**REQUIRED WORK:**
The entries below are to be returned as written, with all pictures dropped.
==== SUPPLIED INFORMATION ====
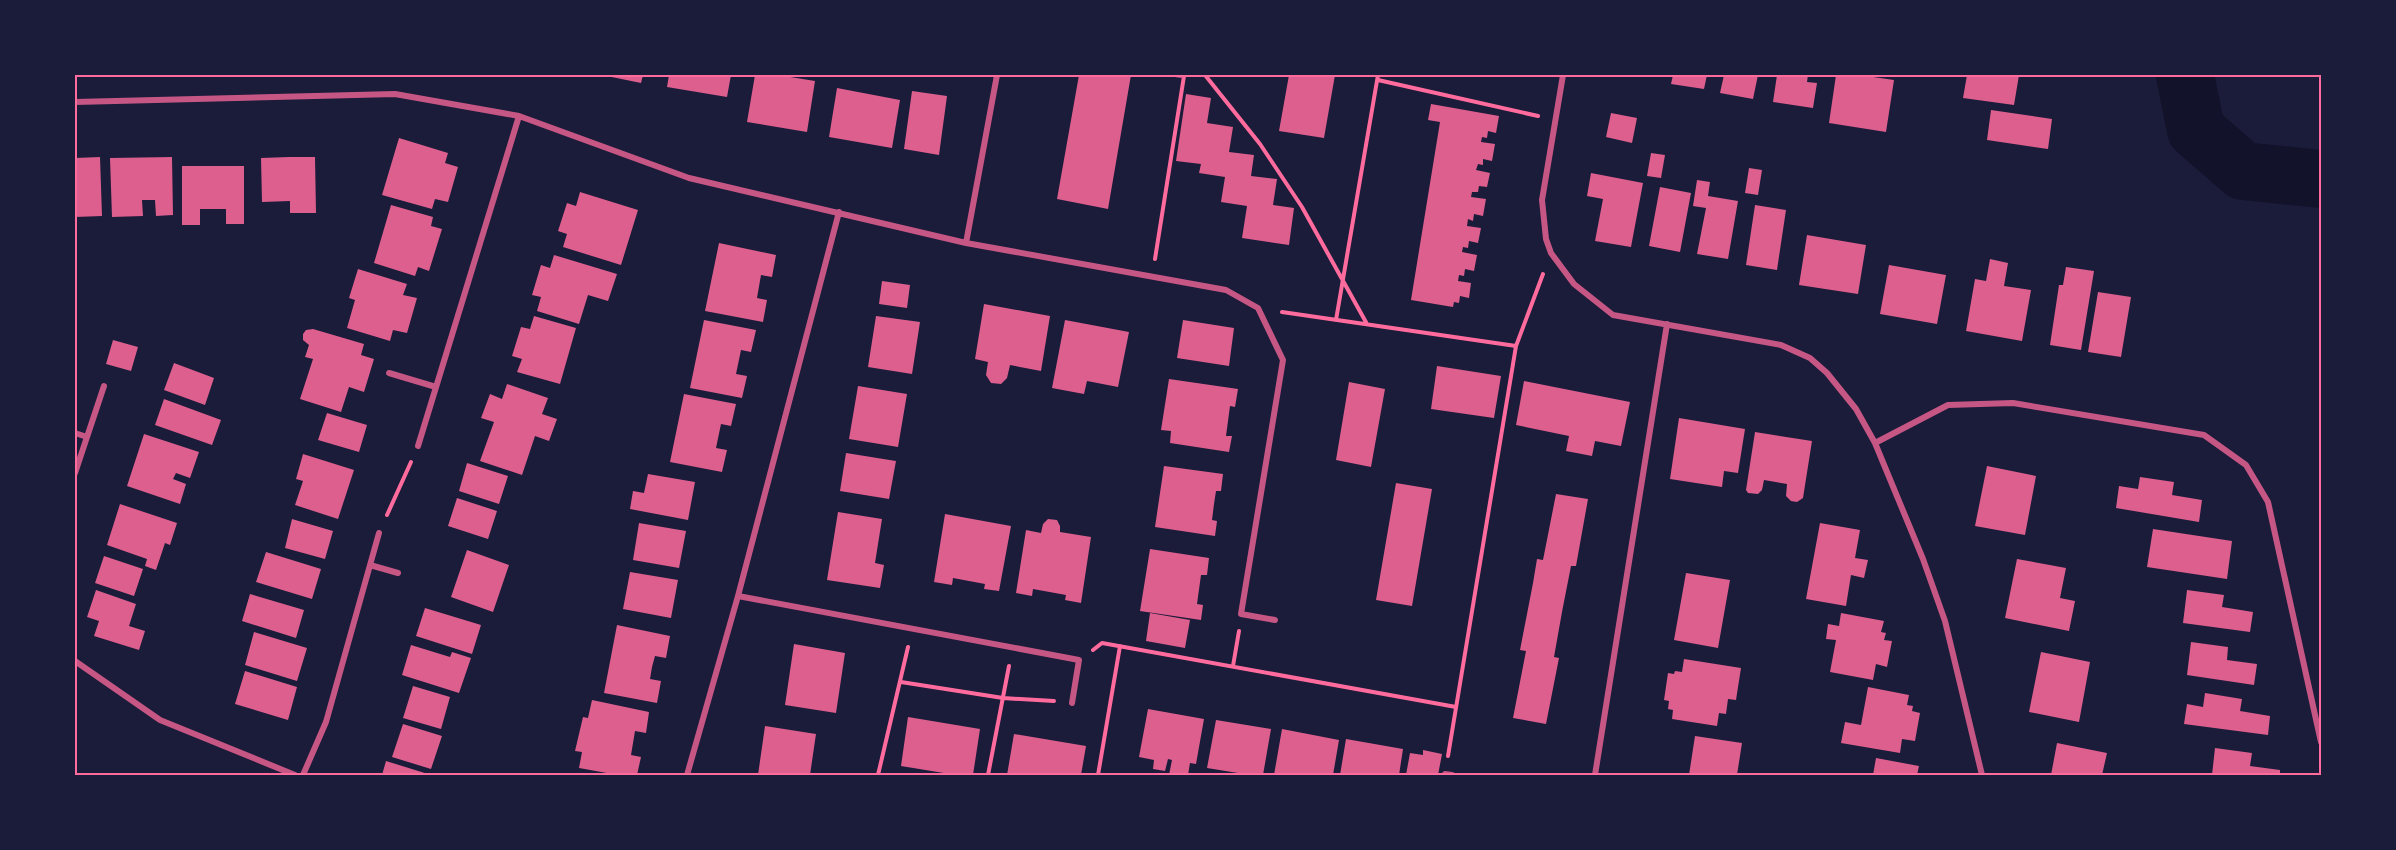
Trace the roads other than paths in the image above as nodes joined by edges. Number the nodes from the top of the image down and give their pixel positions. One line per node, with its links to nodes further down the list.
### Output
1 (997, 75): 6 (street)
2 (1563, 75): 7 (street)
3 (75, 102): 4 (street)
4 (519, 116): 5 (street); 10 (street)
5 (839, 212): 6 (street); 19 (street)
6 (966, 243): 20 (street)
7 (1667, 324): 13 (street); 27 (street)
8 (389, 373): 10 (street)
9 (104, 386): 12 (street)
10 (436, 387): 14 (street)
11 (75, 433): 12 (street)
12 (87, 437): 15 (street)
13 (1875, 443): 23 (street); 28 (street)
14 (418, 446)
15 (75, 473)
16 (379, 532): 17 (street)
17 (370, 565): 18 (street); 25 (street)
18 (399, 573)
19 (738, 597): 22 (street); 26 (street)
20 (1275, 620)
21 (75, 661): 24 (street)
22 (1072, 703)
23 (2321, 742)
24 (295, 775)
25 (303, 775)
26 (687, 775)
27 (1595, 775)
28 (1982, 775)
====
**RESULT OF THE TASK:**
Trace the roads other than paths in the image above as nodes joined by edges. Number the nodes from the top of the image down and give their pixel positions. One line per node, with its links to nodes further down the list.
### Output
1 (997, 75): 6 (street)
2 (1563, 75): 7 (street)
3 (75, 102): 4 (street)
4 (519, 116): 5 (street); 10 (street)
5 (839, 212): 6 (street); 19 (street)
6 (966, 243): 20 (street)
7 (1667, 324): 13 (street); 27 (street)
8 (389, 373): 10 (street)
9 (104, 386): 12 (street)
10 (436, 387): 14 (street)
11 (75, 433): 12 (street)
12 (87, 437): 15 (street)
13 (1875, 443): 23 (street); 28 (street)
14 (418, 446)
15 (75, 473)
16 (379, 532): 17 (street)
17 (370, 565): 18 (street); 25 (street)
18 (399, 573)
19 (738, 597): 22 (street); 26 (street)
20 (1275, 620)
21 (75, 661): 24 (street)
22 (1072, 703)
23 (2321, 742)
24 (295, 775)
25 (303, 775)
26 (687, 775)
27 (1595, 775)
28 (1982, 775)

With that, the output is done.